[RECORDS SHOWN — start]

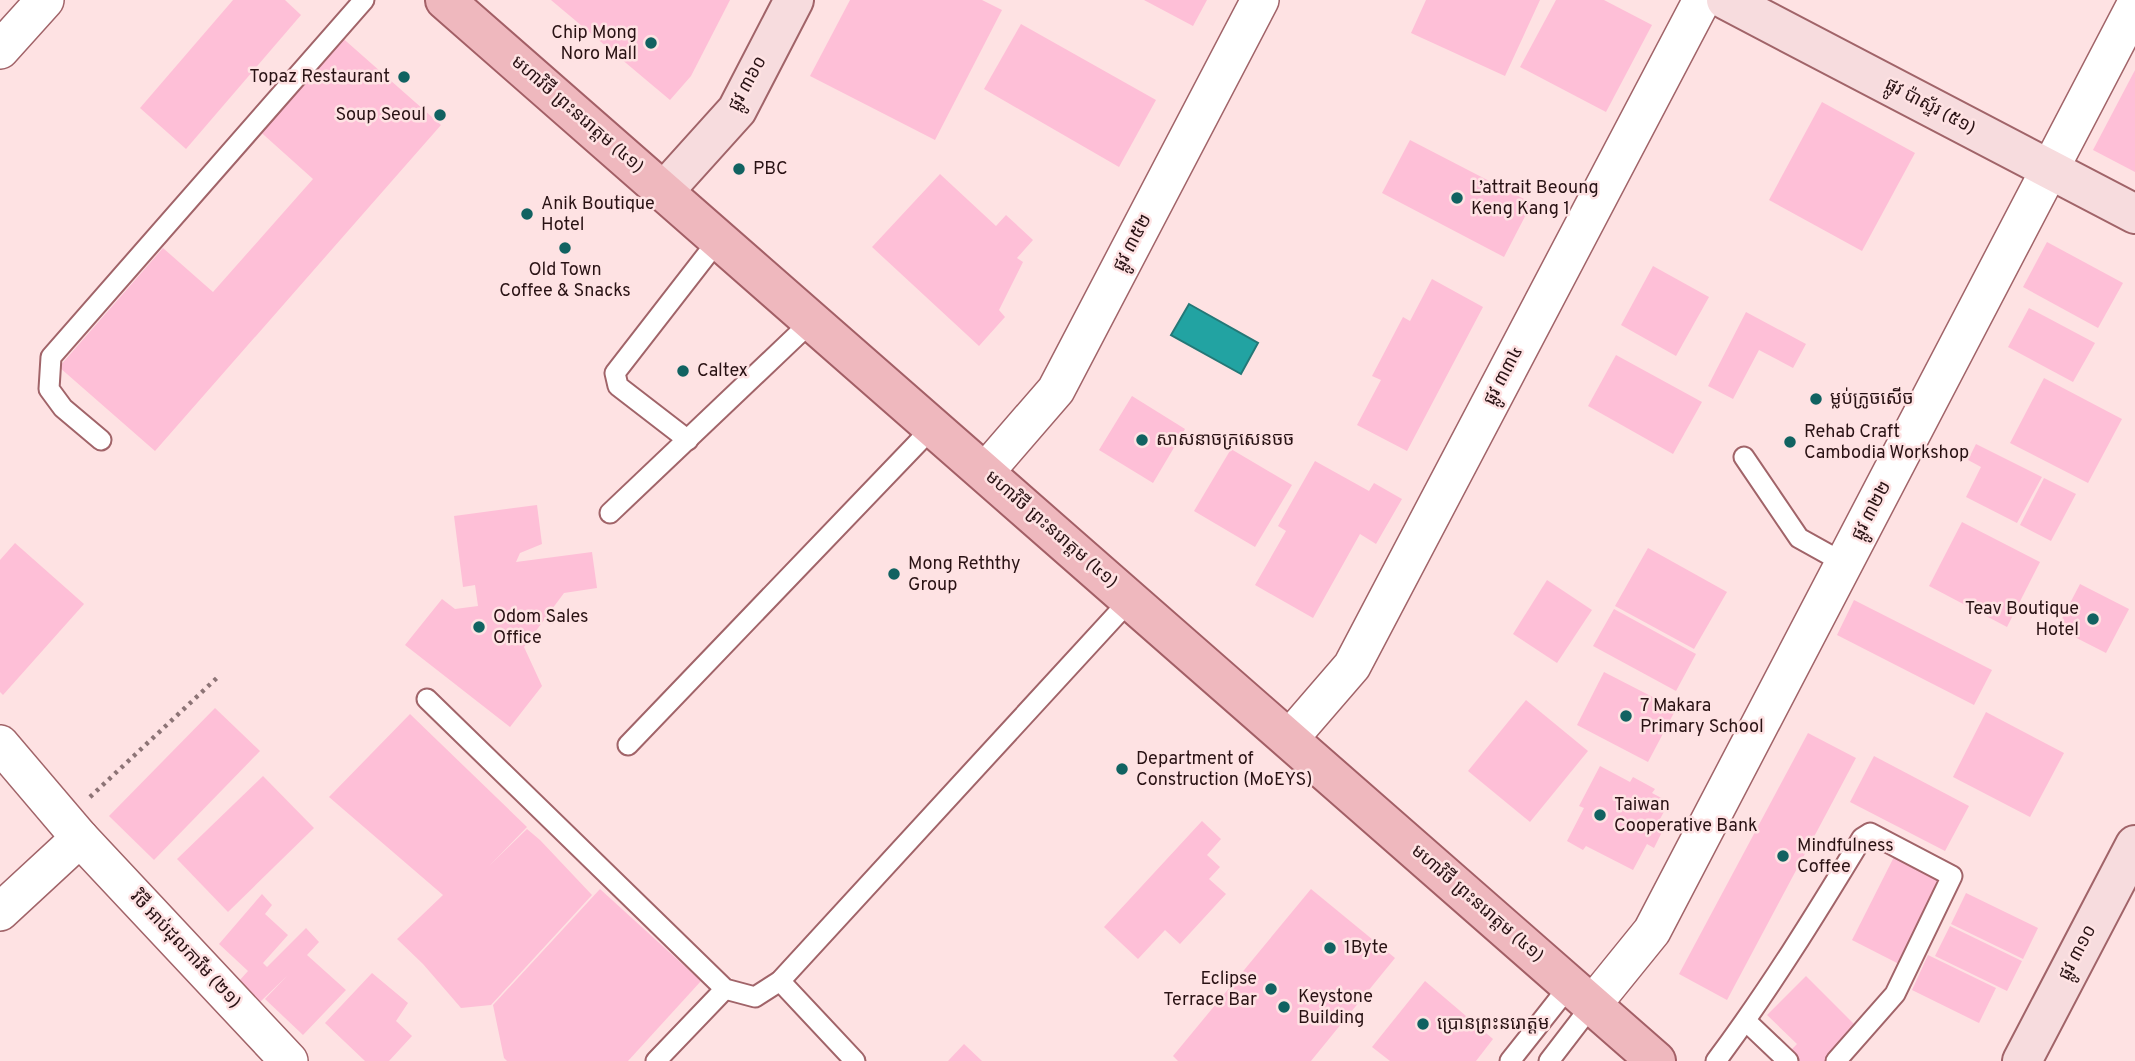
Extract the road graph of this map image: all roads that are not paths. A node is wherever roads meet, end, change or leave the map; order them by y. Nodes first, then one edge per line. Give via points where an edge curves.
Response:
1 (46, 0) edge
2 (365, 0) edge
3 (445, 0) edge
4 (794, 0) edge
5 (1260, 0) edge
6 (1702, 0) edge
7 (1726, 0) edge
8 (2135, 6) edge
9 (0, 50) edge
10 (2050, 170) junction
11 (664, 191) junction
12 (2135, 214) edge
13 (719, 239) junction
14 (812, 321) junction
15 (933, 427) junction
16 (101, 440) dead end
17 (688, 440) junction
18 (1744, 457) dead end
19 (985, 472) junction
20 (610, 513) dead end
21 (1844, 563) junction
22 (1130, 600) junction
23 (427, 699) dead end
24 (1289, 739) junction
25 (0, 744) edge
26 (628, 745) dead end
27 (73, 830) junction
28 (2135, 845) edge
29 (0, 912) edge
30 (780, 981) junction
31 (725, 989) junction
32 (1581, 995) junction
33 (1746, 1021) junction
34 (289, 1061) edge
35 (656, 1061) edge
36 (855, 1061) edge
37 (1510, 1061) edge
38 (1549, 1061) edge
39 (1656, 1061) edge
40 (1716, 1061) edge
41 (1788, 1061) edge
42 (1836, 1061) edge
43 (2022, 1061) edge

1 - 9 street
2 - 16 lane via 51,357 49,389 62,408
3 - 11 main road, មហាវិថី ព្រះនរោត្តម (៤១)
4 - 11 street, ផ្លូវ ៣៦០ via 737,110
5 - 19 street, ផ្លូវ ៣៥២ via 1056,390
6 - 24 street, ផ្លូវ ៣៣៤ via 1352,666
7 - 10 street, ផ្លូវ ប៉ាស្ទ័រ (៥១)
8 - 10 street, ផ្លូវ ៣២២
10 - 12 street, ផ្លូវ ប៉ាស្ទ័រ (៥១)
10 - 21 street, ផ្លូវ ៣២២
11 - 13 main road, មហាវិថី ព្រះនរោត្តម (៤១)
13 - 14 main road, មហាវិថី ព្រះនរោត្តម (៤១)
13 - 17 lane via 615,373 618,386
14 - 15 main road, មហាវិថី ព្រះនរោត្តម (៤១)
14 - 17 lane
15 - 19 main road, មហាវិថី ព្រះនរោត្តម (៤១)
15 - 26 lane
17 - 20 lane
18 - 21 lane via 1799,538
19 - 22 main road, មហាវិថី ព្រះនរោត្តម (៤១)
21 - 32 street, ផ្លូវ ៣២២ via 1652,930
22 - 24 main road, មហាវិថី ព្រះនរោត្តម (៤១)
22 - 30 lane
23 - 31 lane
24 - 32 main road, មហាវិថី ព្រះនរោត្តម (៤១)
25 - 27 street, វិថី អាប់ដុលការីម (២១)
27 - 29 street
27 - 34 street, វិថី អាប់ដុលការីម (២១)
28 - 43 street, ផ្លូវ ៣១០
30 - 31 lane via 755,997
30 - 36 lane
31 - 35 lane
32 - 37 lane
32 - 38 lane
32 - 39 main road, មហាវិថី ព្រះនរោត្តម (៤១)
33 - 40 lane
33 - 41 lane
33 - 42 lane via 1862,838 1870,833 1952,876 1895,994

[RECORDS SHOWN — finish]

## INSTRUCTIONS TO FOLLOW:
Each record should be copied exactly, and each image left out.

## RESPONSE AREA:
Extract the road graph of this map image: all roads that are not paths. A node is wherever roads meet, end, change or leave the map; order them by y. Nodes first, then one edge per line. Give via points where an edge curves.
Response:
1 (46, 0) edge
2 (365, 0) edge
3 (445, 0) edge
4 (794, 0) edge
5 (1260, 0) edge
6 (1702, 0) edge
7 (1726, 0) edge
8 (2135, 6) edge
9 (0, 50) edge
10 (2050, 170) junction
11 (664, 191) junction
12 (2135, 214) edge
13 (719, 239) junction
14 (812, 321) junction
15 (933, 427) junction
16 (101, 440) dead end
17 (688, 440) junction
18 (1744, 457) dead end
19 (985, 472) junction
20 (610, 513) dead end
21 (1844, 563) junction
22 (1130, 600) junction
23 (427, 699) dead end
24 (1289, 739) junction
25 (0, 744) edge
26 (628, 745) dead end
27 (73, 830) junction
28 (2135, 845) edge
29 (0, 912) edge
30 (780, 981) junction
31 (725, 989) junction
32 (1581, 995) junction
33 (1746, 1021) junction
34 (289, 1061) edge
35 (656, 1061) edge
36 (855, 1061) edge
37 (1510, 1061) edge
38 (1549, 1061) edge
39 (1656, 1061) edge
40 (1716, 1061) edge
41 (1788, 1061) edge
42 (1836, 1061) edge
43 (2022, 1061) edge

1 - 9 street
2 - 16 lane via 51,357 49,389 62,408
3 - 11 main road, មហាវិថី ព្រះនរោត្តម (៤១)
4 - 11 street, ផ្លូវ ៣៦០ via 737,110
5 - 19 street, ផ្លូវ ៣៥២ via 1056,390
6 - 24 street, ផ្លូវ ៣៣៤ via 1352,666
7 - 10 street, ផ្លូវ ប៉ាស្ទ័រ (៥១)
8 - 10 street, ផ្លូវ ៣២២
10 - 12 street, ផ្លូវ ប៉ាស្ទ័រ (៥១)
10 - 21 street, ផ្លូវ ៣២២
11 - 13 main road, មហាវិថី ព្រះនរោត្តម (៤១)
13 - 14 main road, មហាវិថី ព្រះនរោត្តម (៤១)
13 - 17 lane via 615,373 618,386
14 - 15 main road, មហាវិថី ព្រះនរោត្តម (៤១)
14 - 17 lane
15 - 19 main road, មហាវិថី ព្រះនរោត្តម (៤១)
15 - 26 lane
17 - 20 lane
18 - 21 lane via 1799,538
19 - 22 main road, មហាវិថី ព្រះនរោត្តម (៤១)
21 - 32 street, ផ្លូវ ៣២២ via 1652,930
22 - 24 main road, មហាវិថី ព្រះនរោត្តម (៤១)
22 - 30 lane
23 - 31 lane
24 - 32 main road, មហាវិថី ព្រះនរោត្តម (៤១)
25 - 27 street, វិថី អាប់ដុលការីម (២១)
27 - 29 street
27 - 34 street, វិថី អាប់ដុលការីម (២១)
28 - 43 street, ផ្លូវ ៣១០
30 - 31 lane via 755,997
30 - 36 lane
31 - 35 lane
32 - 37 lane
32 - 38 lane
32 - 39 main road, មហាវិថី ព្រះនរោត្តម (៤១)
33 - 40 lane
33 - 41 lane
33 - 42 lane via 1862,838 1870,833 1952,876 1895,994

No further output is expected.